Provided data -
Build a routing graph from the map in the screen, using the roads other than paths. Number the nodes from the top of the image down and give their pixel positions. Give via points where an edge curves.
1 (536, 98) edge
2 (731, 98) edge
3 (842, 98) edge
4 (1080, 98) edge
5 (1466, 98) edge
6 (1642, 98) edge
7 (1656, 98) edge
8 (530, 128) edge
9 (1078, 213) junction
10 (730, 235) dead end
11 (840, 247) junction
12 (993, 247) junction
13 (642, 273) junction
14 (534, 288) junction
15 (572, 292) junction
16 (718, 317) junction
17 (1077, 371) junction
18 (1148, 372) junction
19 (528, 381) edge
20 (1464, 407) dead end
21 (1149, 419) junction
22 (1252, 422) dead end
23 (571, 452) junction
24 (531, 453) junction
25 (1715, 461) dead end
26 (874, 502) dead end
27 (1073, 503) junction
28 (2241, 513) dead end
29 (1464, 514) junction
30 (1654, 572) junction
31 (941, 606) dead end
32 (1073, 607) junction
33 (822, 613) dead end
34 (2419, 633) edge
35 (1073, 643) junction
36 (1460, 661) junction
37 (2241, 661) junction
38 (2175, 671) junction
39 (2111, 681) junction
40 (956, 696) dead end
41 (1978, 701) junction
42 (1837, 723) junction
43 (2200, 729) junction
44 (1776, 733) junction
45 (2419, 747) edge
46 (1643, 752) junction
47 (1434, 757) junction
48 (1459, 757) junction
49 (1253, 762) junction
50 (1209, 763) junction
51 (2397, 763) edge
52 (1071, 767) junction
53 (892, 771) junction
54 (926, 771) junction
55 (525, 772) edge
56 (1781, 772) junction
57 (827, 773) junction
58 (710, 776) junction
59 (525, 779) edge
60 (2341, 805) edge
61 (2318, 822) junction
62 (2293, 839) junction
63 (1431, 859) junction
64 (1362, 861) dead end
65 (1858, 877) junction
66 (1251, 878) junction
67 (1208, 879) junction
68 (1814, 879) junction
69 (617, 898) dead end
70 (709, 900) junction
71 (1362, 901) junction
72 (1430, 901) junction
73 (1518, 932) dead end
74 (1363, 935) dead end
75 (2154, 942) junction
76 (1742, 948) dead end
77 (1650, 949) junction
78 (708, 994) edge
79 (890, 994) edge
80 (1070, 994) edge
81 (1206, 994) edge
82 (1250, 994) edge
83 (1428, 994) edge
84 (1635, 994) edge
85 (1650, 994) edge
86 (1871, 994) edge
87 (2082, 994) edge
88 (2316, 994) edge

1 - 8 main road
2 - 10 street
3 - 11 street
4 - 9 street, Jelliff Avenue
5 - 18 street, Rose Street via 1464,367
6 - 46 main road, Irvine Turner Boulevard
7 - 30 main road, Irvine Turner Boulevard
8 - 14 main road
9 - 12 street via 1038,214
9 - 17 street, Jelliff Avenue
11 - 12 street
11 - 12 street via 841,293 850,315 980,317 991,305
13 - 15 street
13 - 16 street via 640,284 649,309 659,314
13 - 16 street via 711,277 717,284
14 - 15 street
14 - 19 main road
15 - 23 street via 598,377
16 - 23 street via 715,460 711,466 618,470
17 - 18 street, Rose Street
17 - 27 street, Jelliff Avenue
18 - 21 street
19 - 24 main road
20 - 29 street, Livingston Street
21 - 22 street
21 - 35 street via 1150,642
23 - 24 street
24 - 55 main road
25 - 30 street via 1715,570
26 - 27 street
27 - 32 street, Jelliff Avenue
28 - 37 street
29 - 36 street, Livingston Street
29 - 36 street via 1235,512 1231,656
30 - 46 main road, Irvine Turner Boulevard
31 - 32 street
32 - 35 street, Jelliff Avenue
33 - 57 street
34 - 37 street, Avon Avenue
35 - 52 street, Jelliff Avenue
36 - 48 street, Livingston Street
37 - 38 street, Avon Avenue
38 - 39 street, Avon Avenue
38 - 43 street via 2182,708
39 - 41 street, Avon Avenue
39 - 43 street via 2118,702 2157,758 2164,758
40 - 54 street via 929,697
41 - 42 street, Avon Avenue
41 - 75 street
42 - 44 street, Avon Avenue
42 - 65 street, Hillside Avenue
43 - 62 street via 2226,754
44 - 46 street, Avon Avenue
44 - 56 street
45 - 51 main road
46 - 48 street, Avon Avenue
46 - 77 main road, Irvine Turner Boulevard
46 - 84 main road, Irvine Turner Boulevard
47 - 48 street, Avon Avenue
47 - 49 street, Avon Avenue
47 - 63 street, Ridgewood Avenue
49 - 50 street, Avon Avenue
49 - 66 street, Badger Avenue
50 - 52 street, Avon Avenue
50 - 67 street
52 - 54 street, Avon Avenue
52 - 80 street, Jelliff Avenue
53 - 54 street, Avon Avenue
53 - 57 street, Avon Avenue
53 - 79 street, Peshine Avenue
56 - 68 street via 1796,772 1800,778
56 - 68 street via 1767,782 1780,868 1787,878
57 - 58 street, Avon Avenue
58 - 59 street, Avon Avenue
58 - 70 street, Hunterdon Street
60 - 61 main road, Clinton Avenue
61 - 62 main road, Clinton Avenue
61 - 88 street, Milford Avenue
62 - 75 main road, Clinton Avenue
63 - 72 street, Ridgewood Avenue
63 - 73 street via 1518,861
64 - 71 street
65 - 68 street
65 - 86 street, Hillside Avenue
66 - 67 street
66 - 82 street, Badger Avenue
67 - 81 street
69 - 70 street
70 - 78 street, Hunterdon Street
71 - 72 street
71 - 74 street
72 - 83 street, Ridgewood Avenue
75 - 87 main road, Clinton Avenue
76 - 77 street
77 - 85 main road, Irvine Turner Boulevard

Problem -
Your answer should repeat every entry exactly.

Response to the task -
Build a routing graph from the map in the screen, using the roads other than paths. Number the nodes from the top of the image down and give their pixel positions. Give via points where an edge curves.
1 (536, 98) edge
2 (731, 98) edge
3 (842, 98) edge
4 (1080, 98) edge
5 (1466, 98) edge
6 (1642, 98) edge
7 (1656, 98) edge
8 (530, 128) edge
9 (1078, 213) junction
10 (730, 235) dead end
11 (840, 247) junction
12 (993, 247) junction
13 (642, 273) junction
14 (534, 288) junction
15 (572, 292) junction
16 (718, 317) junction
17 (1077, 371) junction
18 (1148, 372) junction
19 (528, 381) edge
20 (1464, 407) dead end
21 (1149, 419) junction
22 (1252, 422) dead end
23 (571, 452) junction
24 (531, 453) junction
25 (1715, 461) dead end
26 (874, 502) dead end
27 (1073, 503) junction
28 (2241, 513) dead end
29 (1464, 514) junction
30 (1654, 572) junction
31 (941, 606) dead end
32 (1073, 607) junction
33 (822, 613) dead end
34 (2419, 633) edge
35 (1073, 643) junction
36 (1460, 661) junction
37 (2241, 661) junction
38 (2175, 671) junction
39 (2111, 681) junction
40 (956, 696) dead end
41 (1978, 701) junction
42 (1837, 723) junction
43 (2200, 729) junction
44 (1776, 733) junction
45 (2419, 747) edge
46 (1643, 752) junction
47 (1434, 757) junction
48 (1459, 757) junction
49 (1253, 762) junction
50 (1209, 763) junction
51 (2397, 763) edge
52 (1071, 767) junction
53 (892, 771) junction
54 (926, 771) junction
55 (525, 772) edge
56 (1781, 772) junction
57 (827, 773) junction
58 (710, 776) junction
59 (525, 779) edge
60 (2341, 805) edge
61 (2318, 822) junction
62 (2293, 839) junction
63 (1431, 859) junction
64 (1362, 861) dead end
65 (1858, 877) junction
66 (1251, 878) junction
67 (1208, 879) junction
68 (1814, 879) junction
69 (617, 898) dead end
70 (709, 900) junction
71 (1362, 901) junction
72 (1430, 901) junction
73 (1518, 932) dead end
74 (1363, 935) dead end
75 (2154, 942) junction
76 (1742, 948) dead end
77 (1650, 949) junction
78 (708, 994) edge
79 (890, 994) edge
80 (1070, 994) edge
81 (1206, 994) edge
82 (1250, 994) edge
83 (1428, 994) edge
84 (1635, 994) edge
85 (1650, 994) edge
86 (1871, 994) edge
87 (2082, 994) edge
88 (2316, 994) edge

1 - 8 main road
2 - 10 street
3 - 11 street
4 - 9 street, Jelliff Avenue
5 - 18 street, Rose Street via 1464,367
6 - 46 main road, Irvine Turner Boulevard
7 - 30 main road, Irvine Turner Boulevard
8 - 14 main road
9 - 12 street via 1038,214
9 - 17 street, Jelliff Avenue
11 - 12 street
11 - 12 street via 841,293 850,315 980,317 991,305
13 - 15 street
13 - 16 street via 640,284 649,309 659,314
13 - 16 street via 711,277 717,284
14 - 15 street
14 - 19 main road
15 - 23 street via 598,377
16 - 23 street via 715,460 711,466 618,470
17 - 18 street, Rose Street
17 - 27 street, Jelliff Avenue
18 - 21 street
19 - 24 main road
20 - 29 street, Livingston Street
21 - 22 street
21 - 35 street via 1150,642
23 - 24 street
24 - 55 main road
25 - 30 street via 1715,570
26 - 27 street
27 - 32 street, Jelliff Avenue
28 - 37 street
29 - 36 street, Livingston Street
29 - 36 street via 1235,512 1231,656
30 - 46 main road, Irvine Turner Boulevard
31 - 32 street
32 - 35 street, Jelliff Avenue
33 - 57 street
34 - 37 street, Avon Avenue
35 - 52 street, Jelliff Avenue
36 - 48 street, Livingston Street
37 - 38 street, Avon Avenue
38 - 39 street, Avon Avenue
38 - 43 street via 2182,708
39 - 41 street, Avon Avenue
39 - 43 street via 2118,702 2157,758 2164,758
40 - 54 street via 929,697
41 - 42 street, Avon Avenue
41 - 75 street
42 - 44 street, Avon Avenue
42 - 65 street, Hillside Avenue
43 - 62 street via 2226,754
44 - 46 street, Avon Avenue
44 - 56 street
45 - 51 main road
46 - 48 street, Avon Avenue
46 - 77 main road, Irvine Turner Boulevard
46 - 84 main road, Irvine Turner Boulevard
47 - 48 street, Avon Avenue
47 - 49 street, Avon Avenue
47 - 63 street, Ridgewood Avenue
49 - 50 street, Avon Avenue
49 - 66 street, Badger Avenue
50 - 52 street, Avon Avenue
50 - 67 street
52 - 54 street, Avon Avenue
52 - 80 street, Jelliff Avenue
53 - 54 street, Avon Avenue
53 - 57 street, Avon Avenue
53 - 79 street, Peshine Avenue
56 - 68 street via 1796,772 1800,778
56 - 68 street via 1767,782 1780,868 1787,878
57 - 58 street, Avon Avenue
58 - 59 street, Avon Avenue
58 - 70 street, Hunterdon Street
60 - 61 main road, Clinton Avenue
61 - 62 main road, Clinton Avenue
61 - 88 street, Milford Avenue
62 - 75 main road, Clinton Avenue
63 - 72 street, Ridgewood Avenue
63 - 73 street via 1518,861
64 - 71 street
65 - 68 street
65 - 86 street, Hillside Avenue
66 - 67 street
66 - 82 street, Badger Avenue
67 - 81 street
69 - 70 street
70 - 78 street, Hunterdon Street
71 - 72 street
71 - 74 street
72 - 83 street, Ridgewood Avenue
75 - 87 main road, Clinton Avenue
76 - 77 street
77 - 85 main road, Irvine Turner Boulevard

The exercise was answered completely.